* TASK BRIEF: In the material below, find every line with "points" and pull it out.

* LISTED RECORDS:
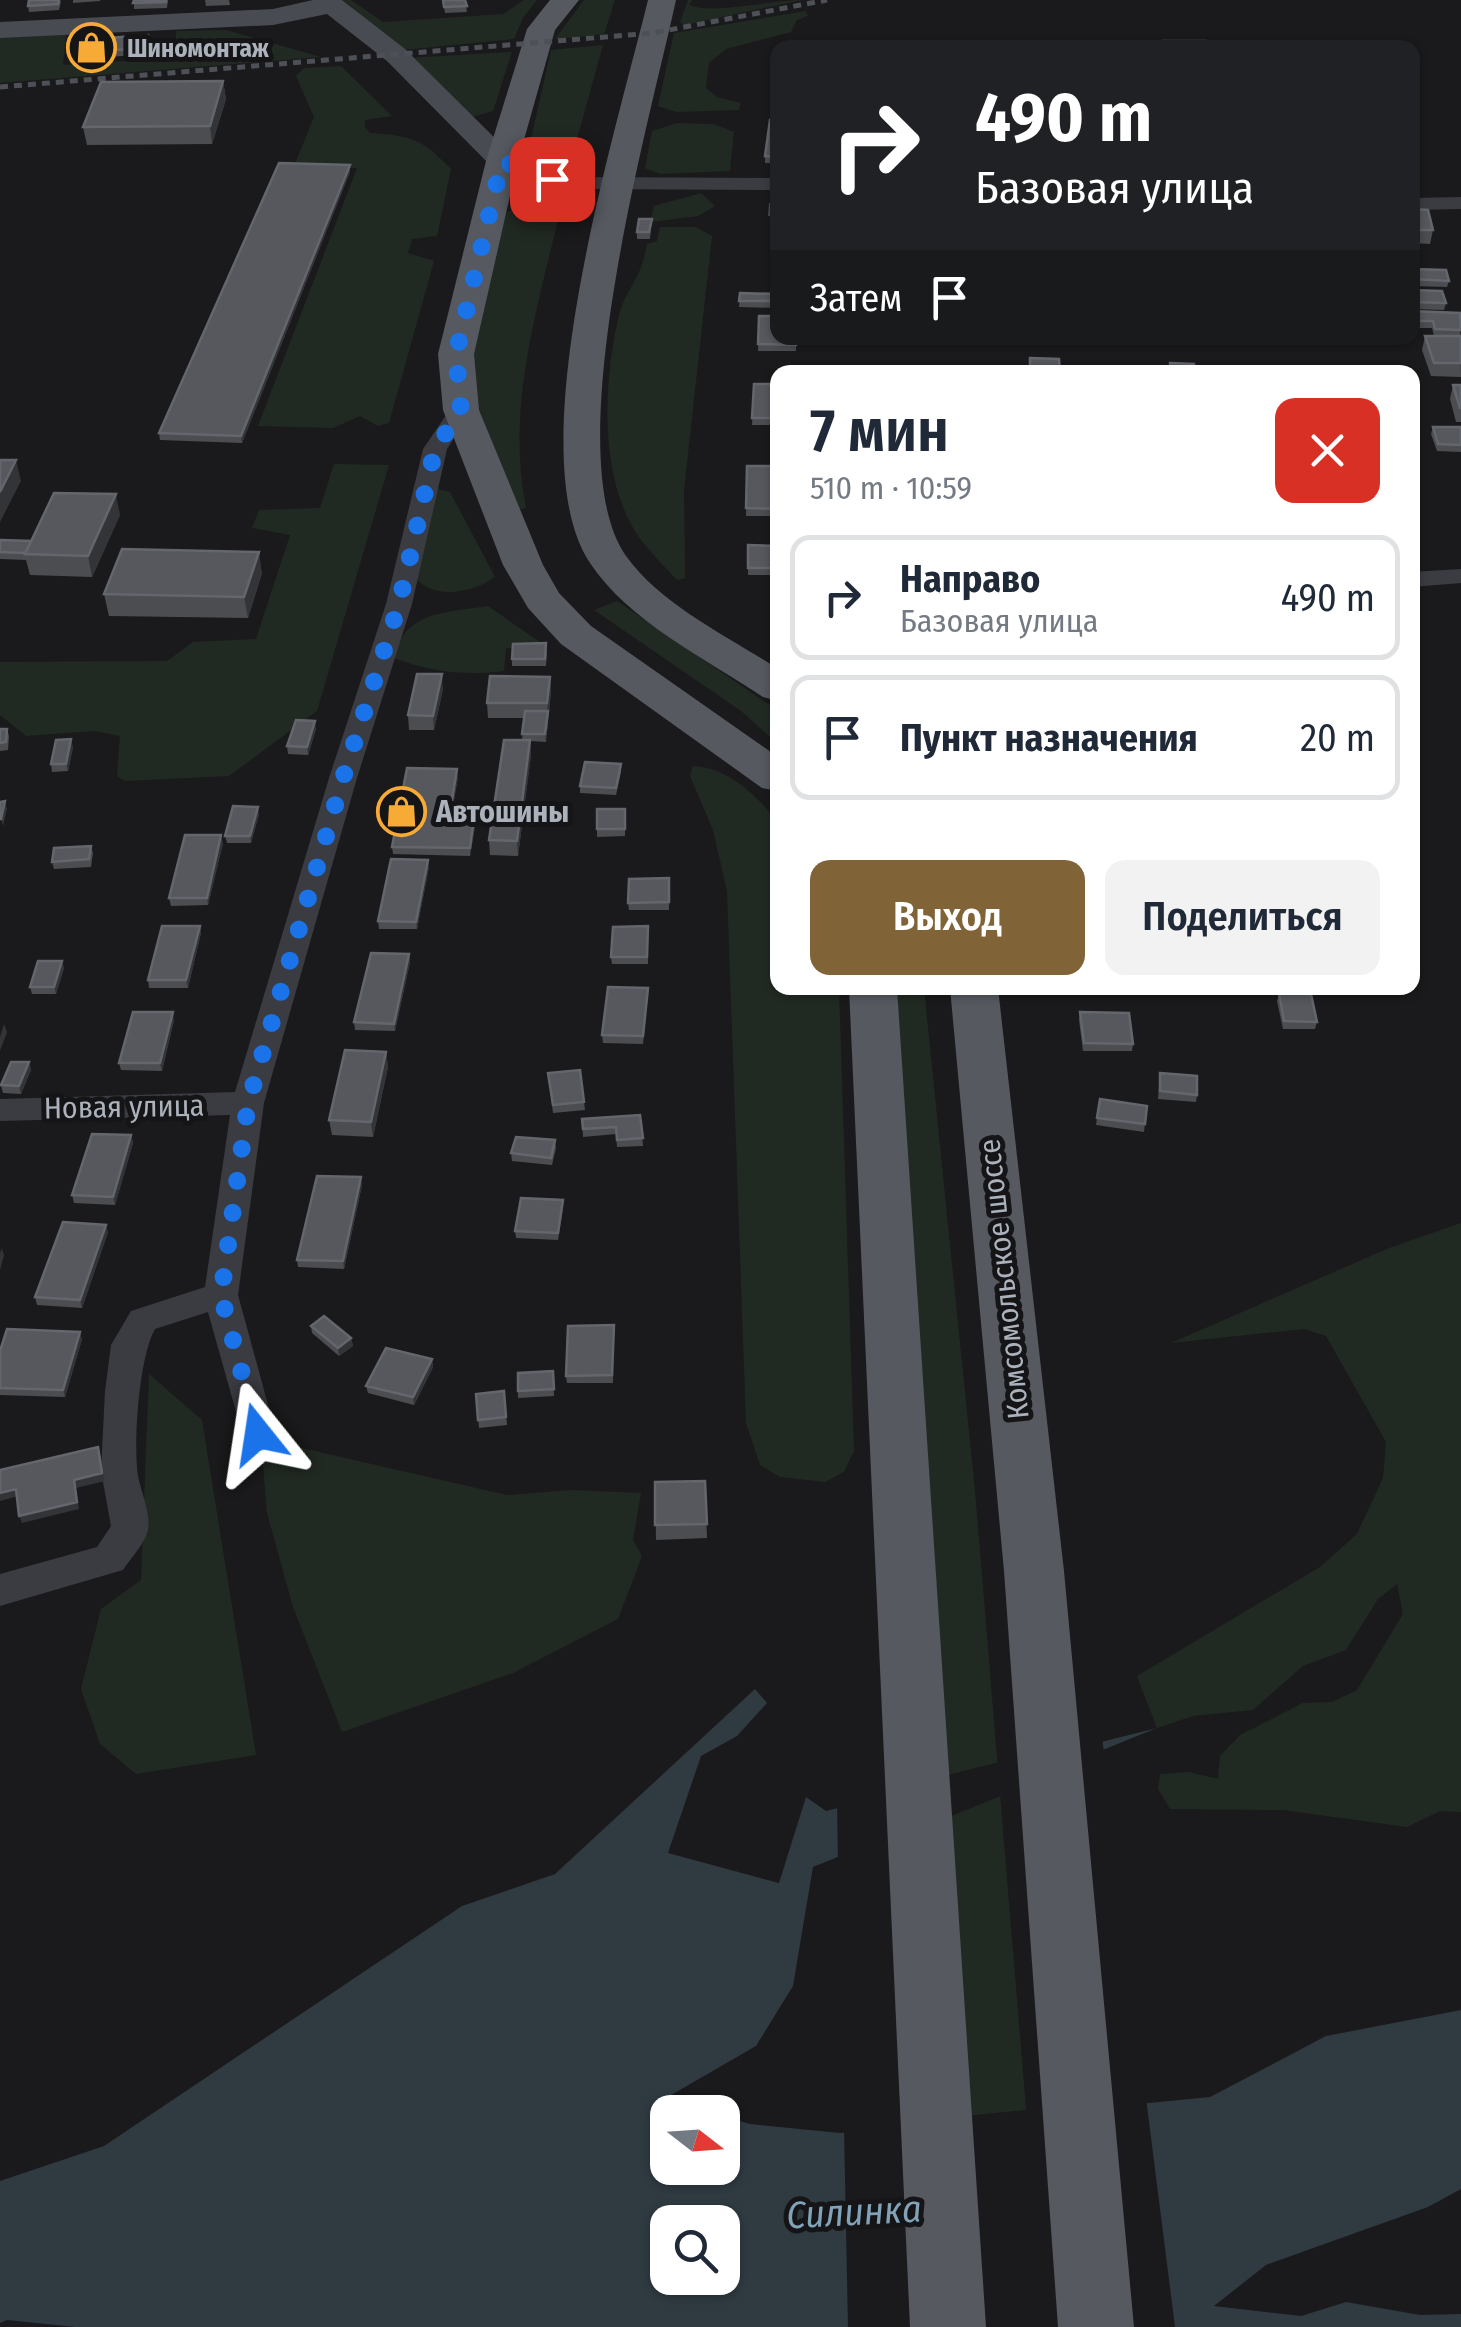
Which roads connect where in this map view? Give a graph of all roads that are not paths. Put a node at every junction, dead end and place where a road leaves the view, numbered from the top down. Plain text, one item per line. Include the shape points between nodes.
==
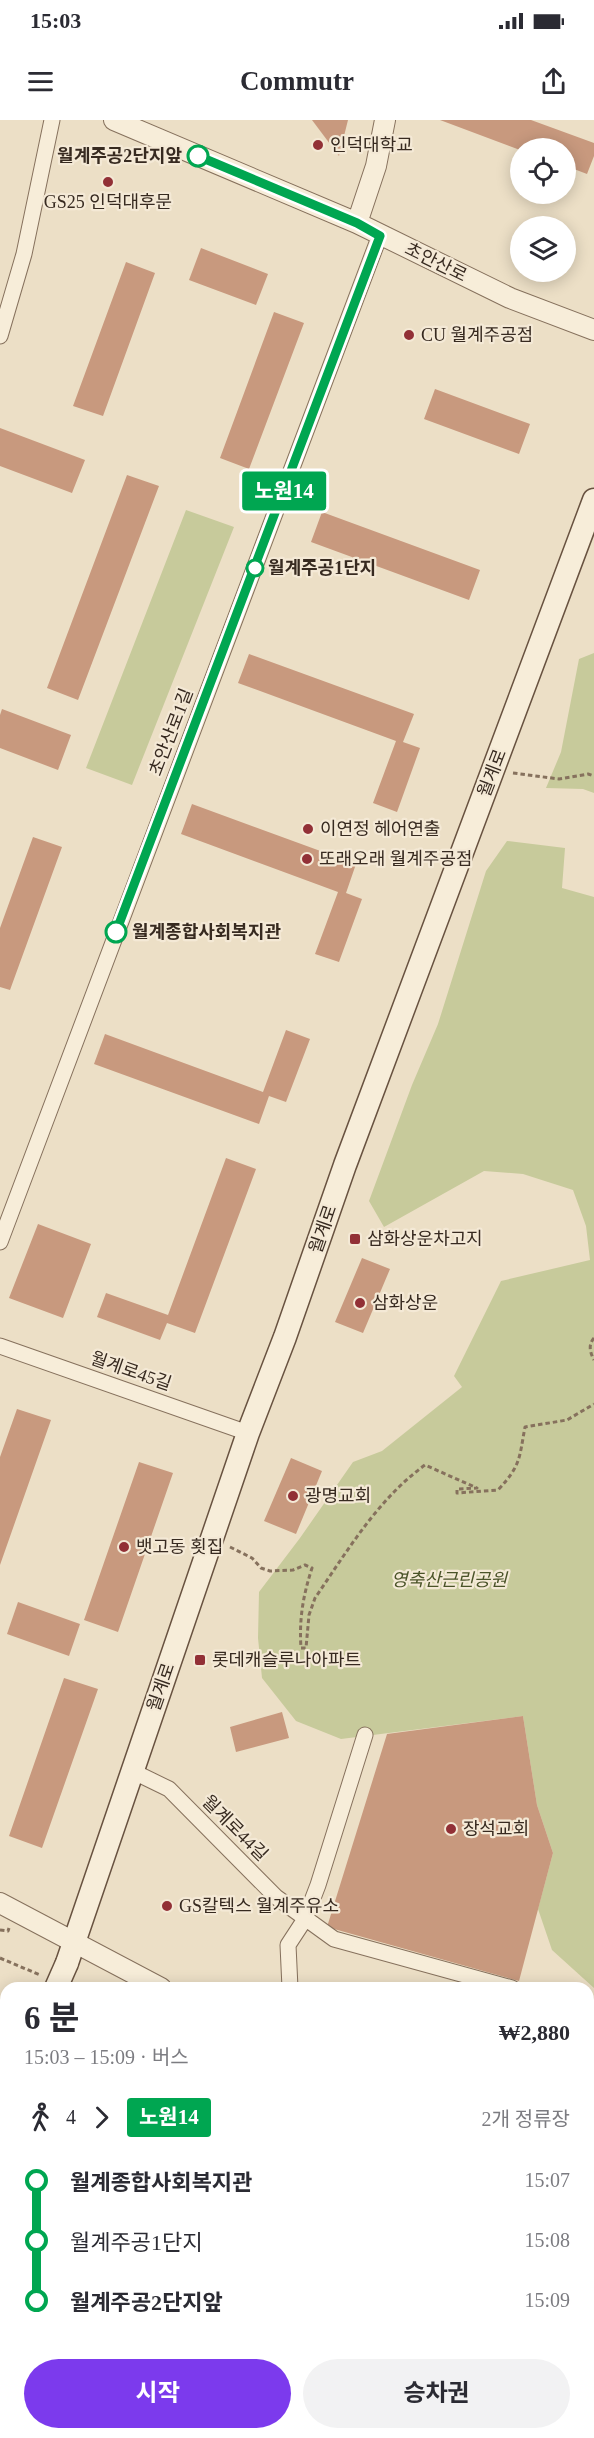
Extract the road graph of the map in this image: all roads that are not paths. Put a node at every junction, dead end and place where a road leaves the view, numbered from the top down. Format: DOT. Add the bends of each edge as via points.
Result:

* SOLUTION TO THIS EXERCISE:
Which roads connect where in this map view? Give a graph of all roads that are not paths. Put a node at every junction, dead end and place where a road leaves the view, numbered from the top down. Plain text, one item per line. Include the shape points between nodes.
Extract the road graph of the map in this image: all roads that are not paths. Put a node at every junction, dead end and place where a road leaves the view, numbered from the top down. Format: DOT. Add the bends of each edge as via points.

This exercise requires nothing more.